_Records from a data source_.
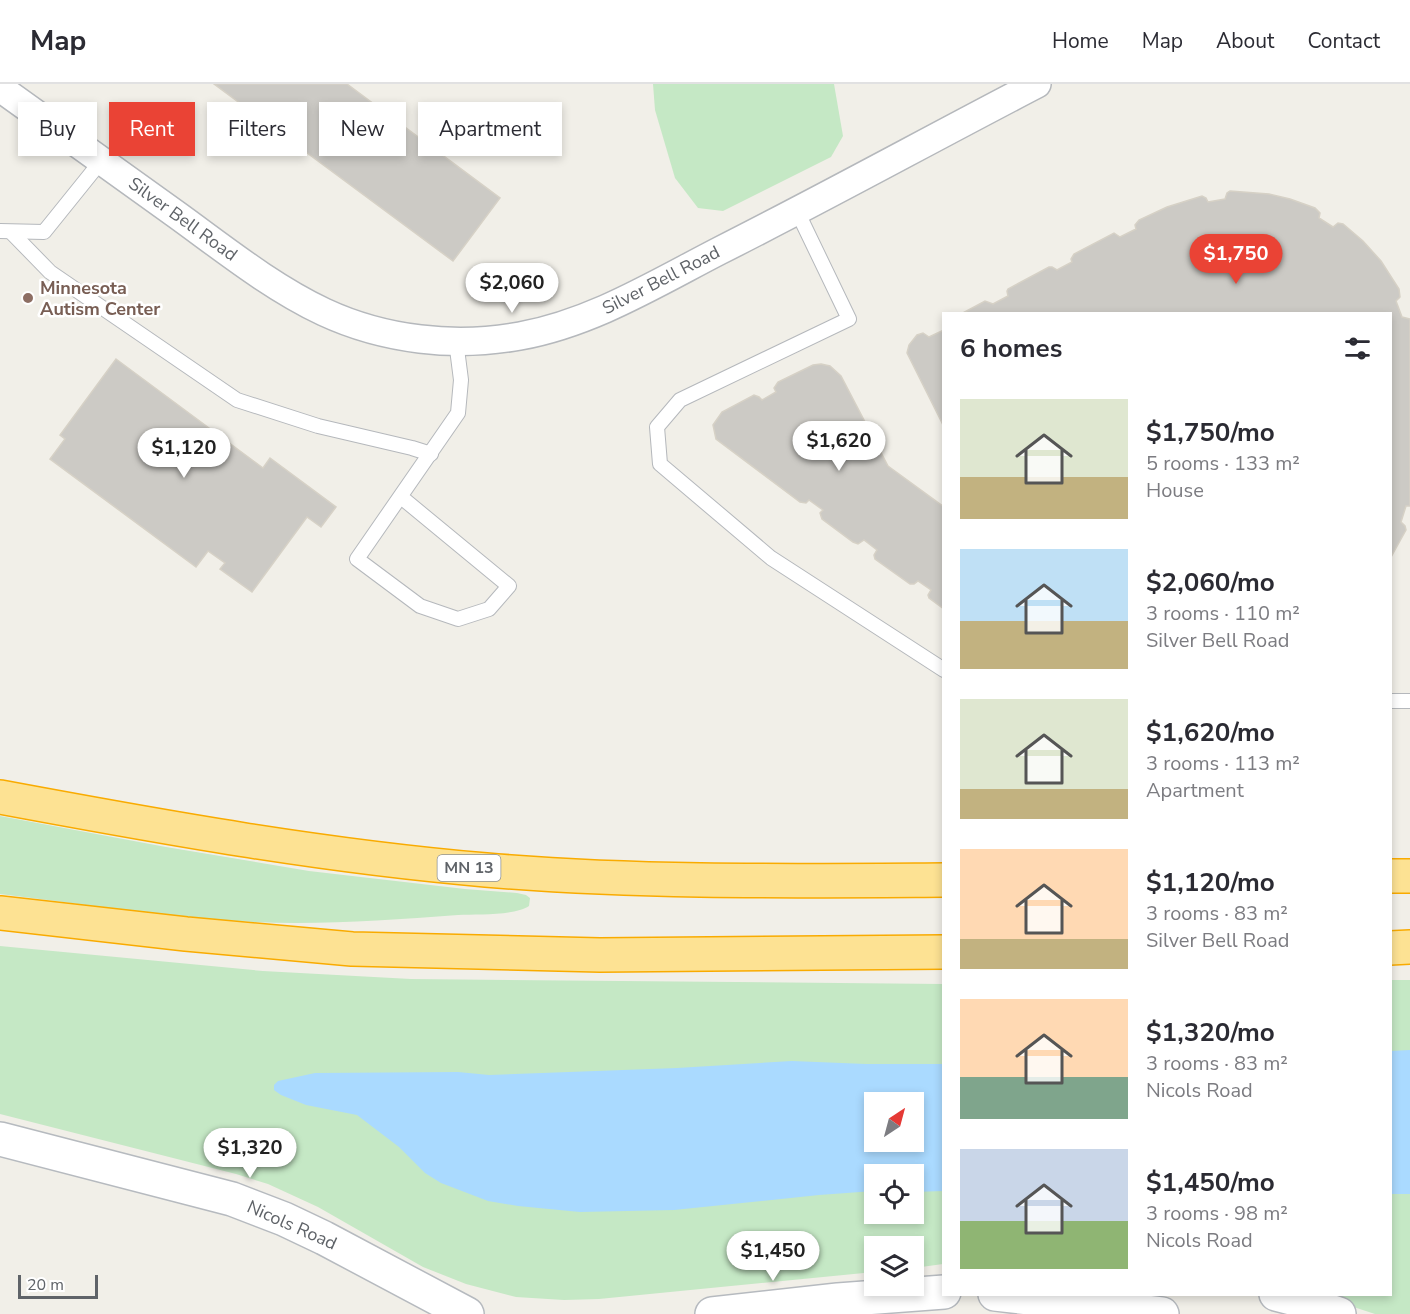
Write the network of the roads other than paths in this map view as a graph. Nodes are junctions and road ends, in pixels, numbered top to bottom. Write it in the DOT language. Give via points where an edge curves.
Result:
graph roads {
  1 [pos="1037,84"];
  2 [pos="0,88"];
  3 [pos="102,160"];
  4 [pos="796,211"];
  5 [pos="5,232"];
  6 [pos="456,341"];
  7 [pos="431,454"];
  8 [pos="400,497"];
  9 [pos="942,669"];
  10 [pos="1392,700"];
  11 [pos="1410,700"];
  12 [pos="0,796"];
  13 [pos="1392,876"];
  14 [pos="1410,876"];
  15 [pos="942,880"];
  16 [pos="0,913"];
  17 [pos="1410,947"];
  18 [pos="1392,948"];
  19 [pos="942,952"];
  20 [pos="0,1139"];
  21 [pos="942,1292"];
  22 [pos="1012,1296"];
  23 [pos="1284,1296"];
  24 [pos="839,1307"];
  25 [pos="465,1314"];
  26 [pos="712,1314"];
  27 [pos="1162,1314"];
  28 [pos="1339,1314"];
  1 -- 4 [label="street, Silver Bell Road"];
  2 -- 3 [label="street, Silver Bell Road"];
  3 -- 5 [label="lane" via="44,232"];
  3 -- 6 [label="street, Silver Bell Road" via="228,252 323,312 364,327"];
  4 -- 6 [label="street, Silver Bell Road" via="627,300 584,318 520,336"];
  4 -- 9 [label="lane" via="849,319 680,400 657,427 660,464 771,558"];
  5 -- 7 [label="lane" via="50,272 237,400 318,426"];
  6 -- 7 [label="lane" via="461,380 458,413"];
  7 -- 8 [label="lane"];
  8 -- 8 [label="lane" via="357,559 420,606 458,619 489,609 509,586"];
  10 -- 11 [label="lane"];
  12 -- 15 [label="highway, MN 13" via="250,841 485,870 670,880"];
  13 -- 14 [label="highway"];
  16 -- 19 [label="highway" via="352,949 600,955"];
  17 -- 18 [label="highway"];
  20 -- 25 [label="street, Nicols Road" via="232,1199 324,1238"];
  21 -- 24 [label="street"];
  22 -- 27 [label="street"];
  23 -- 28 [label="street"];
  24 -- 26 [label="street"];
}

_Task description_. Please repeat all of the data exactly as it stands, leaving the pictures out.

_Result_.
Write the network of the roads other than paths in this map view as a graph. Nodes are junctions and road ends, in pixels, numbered top to bottom. Write it in the DOT language. Give via points where an edge curves.
Result:
graph roads {
  1 [pos="1037,84"];
  2 [pos="0,88"];
  3 [pos="102,160"];
  4 [pos="796,211"];
  5 [pos="5,232"];
  6 [pos="456,341"];
  7 [pos="431,454"];
  8 [pos="400,497"];
  9 [pos="942,669"];
  10 [pos="1392,700"];
  11 [pos="1410,700"];
  12 [pos="0,796"];
  13 [pos="1392,876"];
  14 [pos="1410,876"];
  15 [pos="942,880"];
  16 [pos="0,913"];
  17 [pos="1410,947"];
  18 [pos="1392,948"];
  19 [pos="942,952"];
  20 [pos="0,1139"];
  21 [pos="942,1292"];
  22 [pos="1012,1296"];
  23 [pos="1284,1296"];
  24 [pos="839,1307"];
  25 [pos="465,1314"];
  26 [pos="712,1314"];
  27 [pos="1162,1314"];
  28 [pos="1339,1314"];
  1 -- 4 [label="street, Silver Bell Road"];
  2 -- 3 [label="street, Silver Bell Road"];
  3 -- 5 [label="lane" via="44,232"];
  3 -- 6 [label="street, Silver Bell Road" via="228,252 323,312 364,327"];
  4 -- 6 [label="street, Silver Bell Road" via="627,300 584,318 520,336"];
  4 -- 9 [label="lane" via="849,319 680,400 657,427 660,464 771,558"];
  5 -- 7 [label="lane" via="50,272 237,400 318,426"];
  6 -- 7 [label="lane" via="461,380 458,413"];
  7 -- 8 [label="lane"];
  8 -- 8 [label="lane" via="357,559 420,606 458,619 489,609 509,586"];
  10 -- 11 [label="lane"];
  12 -- 15 [label="highway, MN 13" via="250,841 485,870 670,880"];
  13 -- 14 [label="highway"];
  16 -- 19 [label="highway" via="352,949 600,955"];
  17 -- 18 [label="highway"];
  20 -- 25 [label="street, Nicols Road" via="232,1199 324,1238"];
  21 -- 24 [label="street"];
  22 -- 27 [label="street"];
  23 -- 28 [label="street"];
  24 -- 26 [label="street"];
}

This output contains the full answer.